GBR 75 went sailing for the first time on Saturday, and did some speed testing against a replica of the winner of the first America's Cup, the schooner America. Thankfully GBR 75 was a fair click quicker...
Thanks to ACM photo editor Carmen Hidalgo/ACM 2007 for her photos (captioned). All others non-captioned are from Carlo Borlenghi/ACM 2007, thanks too to him.
Mike Sanderson was there to oversee the test sail for the two days before the boat gets packed up and sent to the UK. There was a mix of sailors/support people onboard to assist with the test sail.

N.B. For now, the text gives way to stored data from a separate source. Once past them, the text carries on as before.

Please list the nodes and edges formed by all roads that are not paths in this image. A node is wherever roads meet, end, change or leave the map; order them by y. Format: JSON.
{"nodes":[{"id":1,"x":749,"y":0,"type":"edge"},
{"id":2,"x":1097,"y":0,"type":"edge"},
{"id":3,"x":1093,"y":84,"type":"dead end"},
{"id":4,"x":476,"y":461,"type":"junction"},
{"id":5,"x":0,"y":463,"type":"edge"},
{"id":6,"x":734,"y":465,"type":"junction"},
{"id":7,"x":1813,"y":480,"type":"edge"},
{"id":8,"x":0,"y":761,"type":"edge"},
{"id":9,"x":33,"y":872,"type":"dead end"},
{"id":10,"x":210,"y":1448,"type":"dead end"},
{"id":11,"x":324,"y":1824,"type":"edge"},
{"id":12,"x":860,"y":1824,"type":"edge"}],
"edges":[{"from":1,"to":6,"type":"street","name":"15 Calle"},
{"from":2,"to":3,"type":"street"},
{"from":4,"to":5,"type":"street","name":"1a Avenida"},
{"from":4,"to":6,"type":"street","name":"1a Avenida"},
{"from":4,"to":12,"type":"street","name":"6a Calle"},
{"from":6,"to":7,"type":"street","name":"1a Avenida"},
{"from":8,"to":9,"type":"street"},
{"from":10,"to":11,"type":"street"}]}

Now that Alinghi has announced a new 90-footer for the 33rd Cup, Hull 75 isn't perhaps quite such a sweet purchase for Sir Keith Mills' team as we originally thought. But every team has to start somewhere, and '75' will at least give the Brits some insight into the exquisite structural engineering that Dirk Kramers and his team at Alinghi put into Rolf Vrolijk's design.
It must be somewhat demotivating, however, to know that the yacht you've just bought will bear no resemblance to the new yachts that we have yet to learn more details of. It was hard to find a sailor in Valencia who would be openly critical of the state of limbo that the Cup currently finds itself in, but privately a number of sailors and designers have voiced their frustration at the lack of detail about the 33rd Cup.
Apparently, if the venue is to be Valencia again, then we'll know this to be the case by the end of July. Otherwise we could be in for a long wait while ACM weighs up bids from other competing cities in Europe. Hopefully the decision will come sooner than later, otherwise all the momentum built up from the great show of the 32nd Cup will be lost.
With the Golden Gate Yacht Club's counter-challenge last week to mock yot club, Club Nautico Espanol de Vela, followed closely by the sad confirmation of Louis Vuitton's long-rumoured withdrawal as the event's chief sponsor, these are uncertain times for the future of the Cup.